## Exercise brief:
In the records that follow, locate every line with "Paso" and extract it.

Start of Records supplied

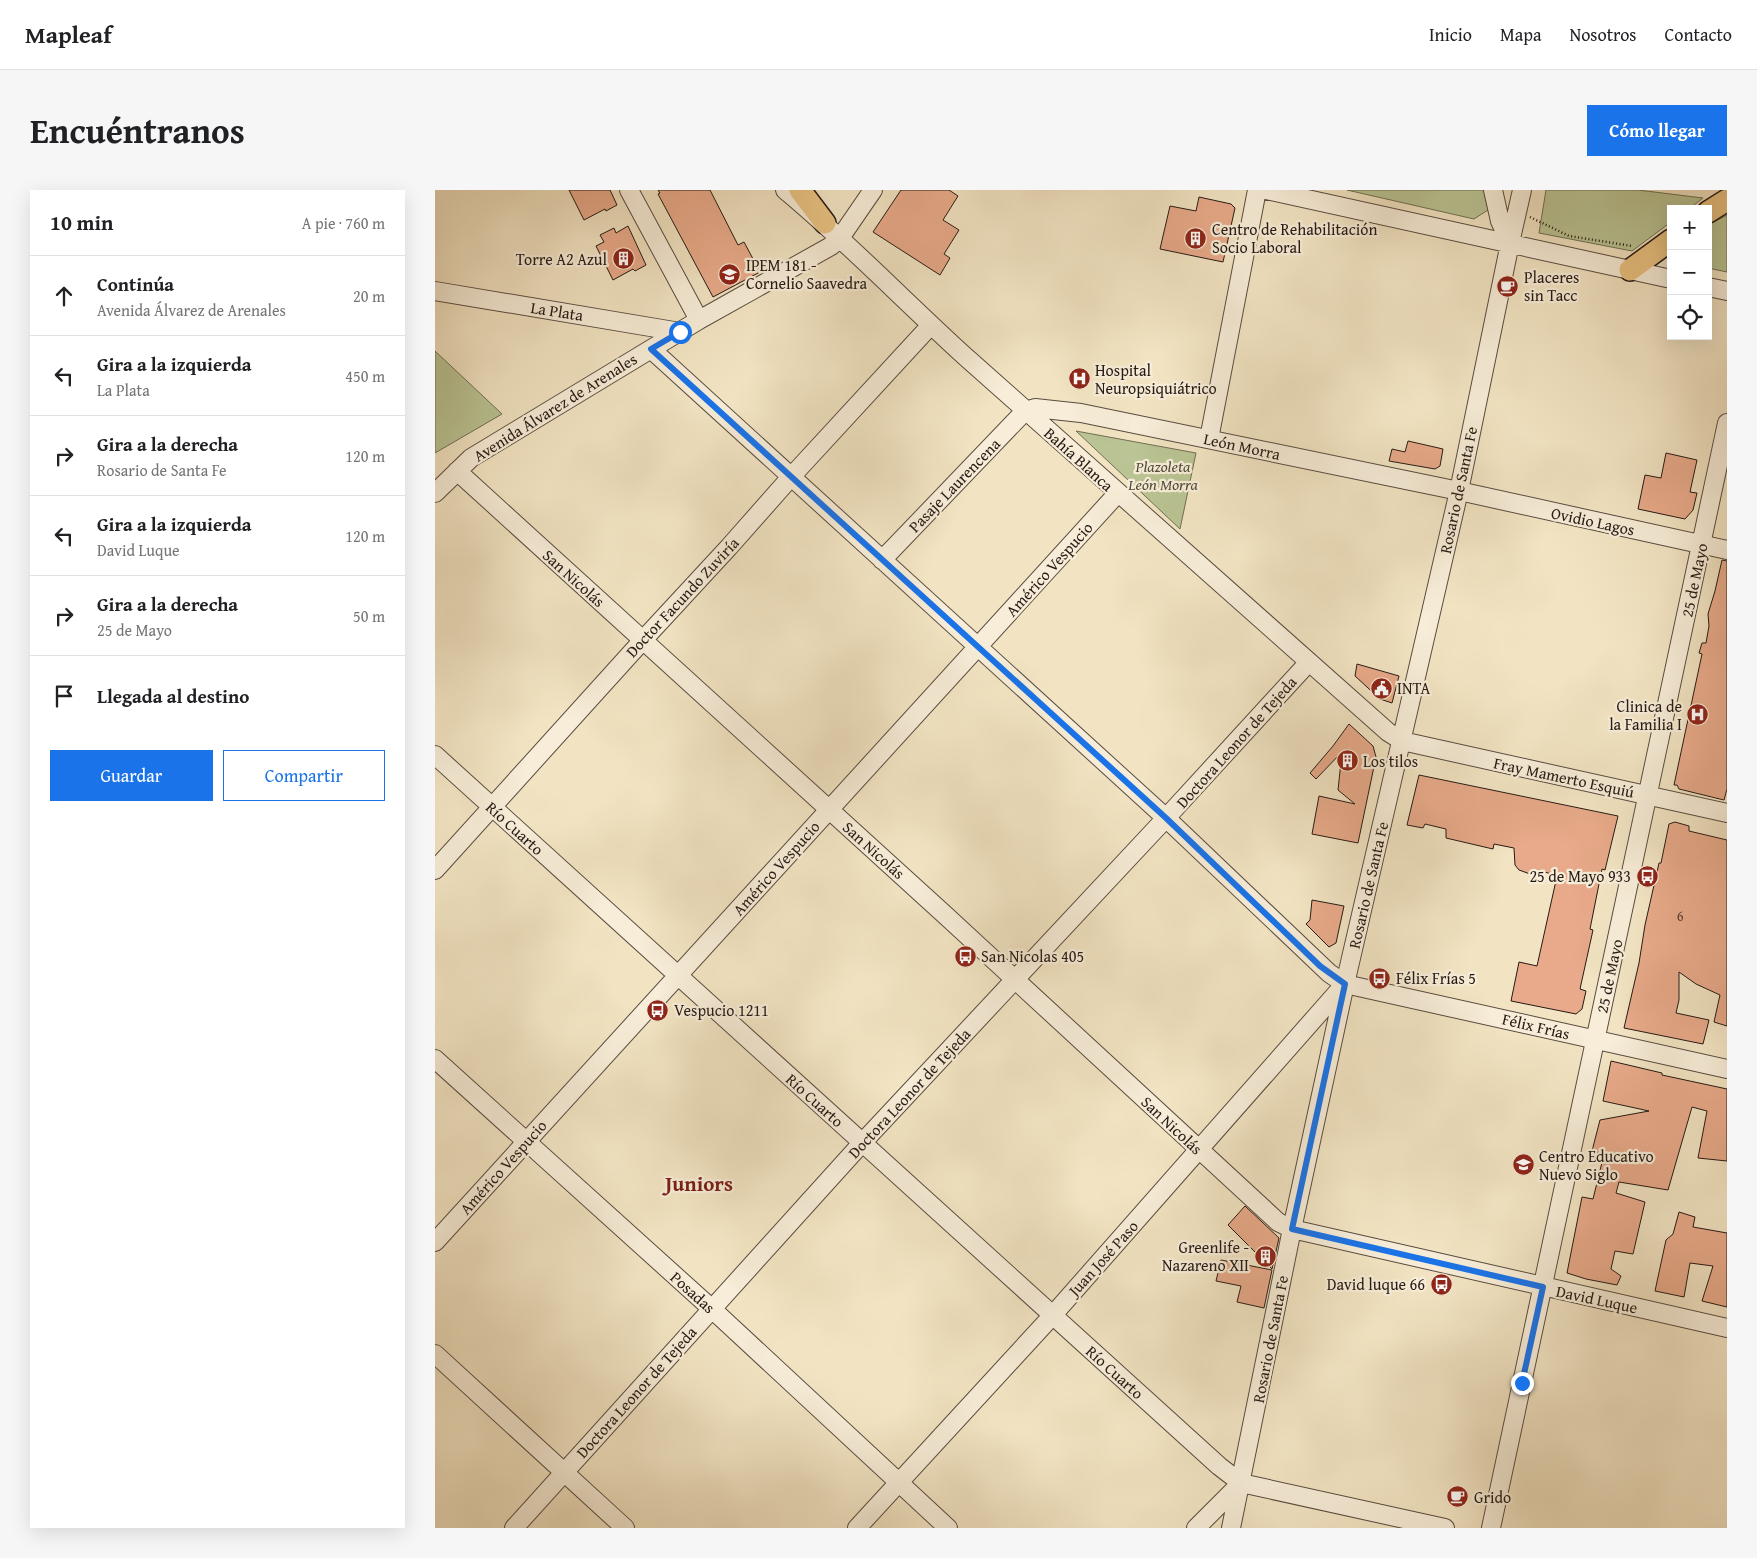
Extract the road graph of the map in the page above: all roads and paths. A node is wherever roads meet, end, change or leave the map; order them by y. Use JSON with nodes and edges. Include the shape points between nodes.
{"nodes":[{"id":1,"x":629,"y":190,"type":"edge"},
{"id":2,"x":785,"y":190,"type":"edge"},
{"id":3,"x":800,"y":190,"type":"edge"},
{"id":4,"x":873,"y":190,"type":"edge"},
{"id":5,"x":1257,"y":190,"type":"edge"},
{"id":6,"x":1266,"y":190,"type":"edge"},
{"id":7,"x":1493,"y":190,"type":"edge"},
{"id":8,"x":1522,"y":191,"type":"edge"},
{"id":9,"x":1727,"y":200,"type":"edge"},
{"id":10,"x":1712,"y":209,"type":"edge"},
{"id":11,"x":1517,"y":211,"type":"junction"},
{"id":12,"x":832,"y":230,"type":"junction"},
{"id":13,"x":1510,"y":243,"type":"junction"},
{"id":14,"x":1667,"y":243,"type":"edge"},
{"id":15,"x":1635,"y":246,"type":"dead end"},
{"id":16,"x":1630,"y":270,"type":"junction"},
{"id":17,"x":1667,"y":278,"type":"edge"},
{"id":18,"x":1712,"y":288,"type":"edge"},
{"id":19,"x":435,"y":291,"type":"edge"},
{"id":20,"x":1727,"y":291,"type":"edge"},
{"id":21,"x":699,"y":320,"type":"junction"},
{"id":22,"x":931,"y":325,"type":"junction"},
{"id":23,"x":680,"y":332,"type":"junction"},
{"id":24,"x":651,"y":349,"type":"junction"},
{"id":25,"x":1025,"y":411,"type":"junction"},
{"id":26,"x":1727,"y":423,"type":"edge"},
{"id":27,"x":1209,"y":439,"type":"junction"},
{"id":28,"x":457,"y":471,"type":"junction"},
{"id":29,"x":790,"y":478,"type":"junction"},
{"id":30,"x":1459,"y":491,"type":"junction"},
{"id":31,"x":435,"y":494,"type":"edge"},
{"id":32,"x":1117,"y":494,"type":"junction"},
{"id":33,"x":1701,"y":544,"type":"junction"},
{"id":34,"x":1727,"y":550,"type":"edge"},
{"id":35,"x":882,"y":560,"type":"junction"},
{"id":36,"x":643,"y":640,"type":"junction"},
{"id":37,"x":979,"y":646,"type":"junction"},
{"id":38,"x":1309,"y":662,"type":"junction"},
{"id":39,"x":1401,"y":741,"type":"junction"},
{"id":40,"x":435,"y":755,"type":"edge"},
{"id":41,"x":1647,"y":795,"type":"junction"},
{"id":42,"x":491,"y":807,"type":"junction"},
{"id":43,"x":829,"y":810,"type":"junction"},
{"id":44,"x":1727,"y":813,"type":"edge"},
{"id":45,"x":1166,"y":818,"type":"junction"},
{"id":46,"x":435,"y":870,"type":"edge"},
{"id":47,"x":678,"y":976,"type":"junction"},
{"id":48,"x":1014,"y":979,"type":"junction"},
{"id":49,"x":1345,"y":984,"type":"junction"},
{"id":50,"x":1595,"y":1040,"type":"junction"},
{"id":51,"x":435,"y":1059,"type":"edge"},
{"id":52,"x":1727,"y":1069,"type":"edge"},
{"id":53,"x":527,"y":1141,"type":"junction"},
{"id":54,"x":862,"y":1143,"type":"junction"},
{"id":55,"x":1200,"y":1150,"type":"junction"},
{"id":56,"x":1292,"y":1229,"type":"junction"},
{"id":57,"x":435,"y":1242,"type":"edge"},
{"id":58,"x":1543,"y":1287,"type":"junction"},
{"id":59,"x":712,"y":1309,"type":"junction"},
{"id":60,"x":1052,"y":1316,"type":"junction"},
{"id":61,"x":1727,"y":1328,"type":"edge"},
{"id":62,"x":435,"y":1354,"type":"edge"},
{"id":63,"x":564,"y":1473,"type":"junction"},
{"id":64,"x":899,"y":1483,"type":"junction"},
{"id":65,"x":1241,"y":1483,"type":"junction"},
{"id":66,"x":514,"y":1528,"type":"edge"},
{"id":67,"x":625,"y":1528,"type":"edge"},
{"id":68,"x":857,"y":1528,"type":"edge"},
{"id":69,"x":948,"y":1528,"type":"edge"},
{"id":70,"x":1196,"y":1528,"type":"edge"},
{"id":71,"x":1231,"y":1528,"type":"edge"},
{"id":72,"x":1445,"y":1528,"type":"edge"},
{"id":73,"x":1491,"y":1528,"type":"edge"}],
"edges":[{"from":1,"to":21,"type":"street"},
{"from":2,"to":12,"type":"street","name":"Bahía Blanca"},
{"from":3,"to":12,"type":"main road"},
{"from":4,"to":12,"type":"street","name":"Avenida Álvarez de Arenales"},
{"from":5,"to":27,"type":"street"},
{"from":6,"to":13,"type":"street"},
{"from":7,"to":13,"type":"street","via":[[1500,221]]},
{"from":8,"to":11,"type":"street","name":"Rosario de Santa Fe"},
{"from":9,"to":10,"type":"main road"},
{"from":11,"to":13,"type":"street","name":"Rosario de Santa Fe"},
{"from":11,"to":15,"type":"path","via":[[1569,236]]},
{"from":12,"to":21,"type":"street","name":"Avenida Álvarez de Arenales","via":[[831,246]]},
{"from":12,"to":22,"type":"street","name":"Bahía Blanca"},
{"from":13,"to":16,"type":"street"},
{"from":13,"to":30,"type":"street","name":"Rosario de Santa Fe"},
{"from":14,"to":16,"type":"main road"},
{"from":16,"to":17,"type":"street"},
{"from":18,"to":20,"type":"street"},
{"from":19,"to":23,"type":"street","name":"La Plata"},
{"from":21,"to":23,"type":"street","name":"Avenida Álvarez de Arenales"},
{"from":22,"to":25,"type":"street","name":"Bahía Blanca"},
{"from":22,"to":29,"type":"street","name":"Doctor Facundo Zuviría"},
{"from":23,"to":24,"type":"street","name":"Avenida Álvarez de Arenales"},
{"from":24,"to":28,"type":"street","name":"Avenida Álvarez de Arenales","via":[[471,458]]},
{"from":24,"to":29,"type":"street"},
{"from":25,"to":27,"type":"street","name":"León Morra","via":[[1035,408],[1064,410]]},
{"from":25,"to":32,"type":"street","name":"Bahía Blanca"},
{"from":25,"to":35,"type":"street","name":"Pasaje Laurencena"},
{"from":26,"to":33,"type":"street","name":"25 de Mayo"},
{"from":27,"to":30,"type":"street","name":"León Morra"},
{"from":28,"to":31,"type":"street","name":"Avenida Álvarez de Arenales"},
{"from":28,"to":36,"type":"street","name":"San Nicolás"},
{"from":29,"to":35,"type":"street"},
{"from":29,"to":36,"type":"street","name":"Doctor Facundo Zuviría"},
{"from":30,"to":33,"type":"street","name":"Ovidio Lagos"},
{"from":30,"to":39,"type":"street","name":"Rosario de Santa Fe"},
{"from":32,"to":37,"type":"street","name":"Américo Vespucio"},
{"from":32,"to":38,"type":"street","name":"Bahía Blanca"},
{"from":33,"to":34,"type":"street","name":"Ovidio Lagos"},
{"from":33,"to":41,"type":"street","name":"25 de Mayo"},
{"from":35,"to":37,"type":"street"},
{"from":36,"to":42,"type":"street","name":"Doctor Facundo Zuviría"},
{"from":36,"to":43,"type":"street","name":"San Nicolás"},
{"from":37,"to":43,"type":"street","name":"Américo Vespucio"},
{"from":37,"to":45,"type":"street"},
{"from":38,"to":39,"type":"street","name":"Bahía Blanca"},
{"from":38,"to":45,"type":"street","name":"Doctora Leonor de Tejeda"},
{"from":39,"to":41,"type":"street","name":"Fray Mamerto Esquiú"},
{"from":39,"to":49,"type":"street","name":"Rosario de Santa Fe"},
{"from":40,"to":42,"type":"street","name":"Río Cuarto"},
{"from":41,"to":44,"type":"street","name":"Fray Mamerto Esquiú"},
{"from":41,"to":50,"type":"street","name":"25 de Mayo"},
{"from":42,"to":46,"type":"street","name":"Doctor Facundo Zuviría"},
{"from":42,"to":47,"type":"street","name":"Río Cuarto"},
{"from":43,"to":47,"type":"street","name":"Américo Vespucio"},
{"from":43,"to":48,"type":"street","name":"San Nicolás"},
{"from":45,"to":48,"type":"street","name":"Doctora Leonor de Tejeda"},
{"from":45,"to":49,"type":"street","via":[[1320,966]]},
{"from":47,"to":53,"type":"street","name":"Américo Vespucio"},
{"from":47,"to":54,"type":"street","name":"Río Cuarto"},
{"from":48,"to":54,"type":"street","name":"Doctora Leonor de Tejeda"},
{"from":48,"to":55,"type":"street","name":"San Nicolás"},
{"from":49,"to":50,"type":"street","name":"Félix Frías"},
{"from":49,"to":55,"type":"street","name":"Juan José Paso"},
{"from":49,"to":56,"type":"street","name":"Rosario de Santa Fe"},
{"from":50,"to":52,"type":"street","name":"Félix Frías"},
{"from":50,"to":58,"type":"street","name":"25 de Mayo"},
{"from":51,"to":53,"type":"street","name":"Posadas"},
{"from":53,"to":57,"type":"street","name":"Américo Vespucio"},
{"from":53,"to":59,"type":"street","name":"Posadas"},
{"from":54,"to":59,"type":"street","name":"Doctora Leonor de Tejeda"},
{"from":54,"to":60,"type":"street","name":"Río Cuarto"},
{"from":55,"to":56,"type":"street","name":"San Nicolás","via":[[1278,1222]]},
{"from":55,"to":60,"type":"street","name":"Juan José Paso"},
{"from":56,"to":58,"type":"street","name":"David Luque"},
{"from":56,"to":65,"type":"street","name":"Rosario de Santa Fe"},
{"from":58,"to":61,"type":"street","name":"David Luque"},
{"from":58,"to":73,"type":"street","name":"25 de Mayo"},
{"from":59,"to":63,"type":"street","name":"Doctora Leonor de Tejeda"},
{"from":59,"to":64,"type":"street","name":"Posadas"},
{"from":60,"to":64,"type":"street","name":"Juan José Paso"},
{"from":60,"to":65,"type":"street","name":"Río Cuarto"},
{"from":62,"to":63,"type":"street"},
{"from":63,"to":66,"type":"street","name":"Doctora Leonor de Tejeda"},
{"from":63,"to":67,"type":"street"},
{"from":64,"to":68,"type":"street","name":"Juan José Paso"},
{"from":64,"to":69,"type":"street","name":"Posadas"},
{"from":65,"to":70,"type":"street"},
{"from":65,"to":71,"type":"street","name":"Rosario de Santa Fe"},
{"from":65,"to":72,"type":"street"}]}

End of Records supplied

## Solution to this problem:
{"from":49,"to":55,"type":"street","name":"Juan José Paso"},
{"from":55,"to":60,"type":"street","name":"Juan José Paso"},
{"from":60,"to":64,"type":"street","name":"Juan José Paso"},
{"from":64,"to":68,"type":"street","name":"Juan José Paso"},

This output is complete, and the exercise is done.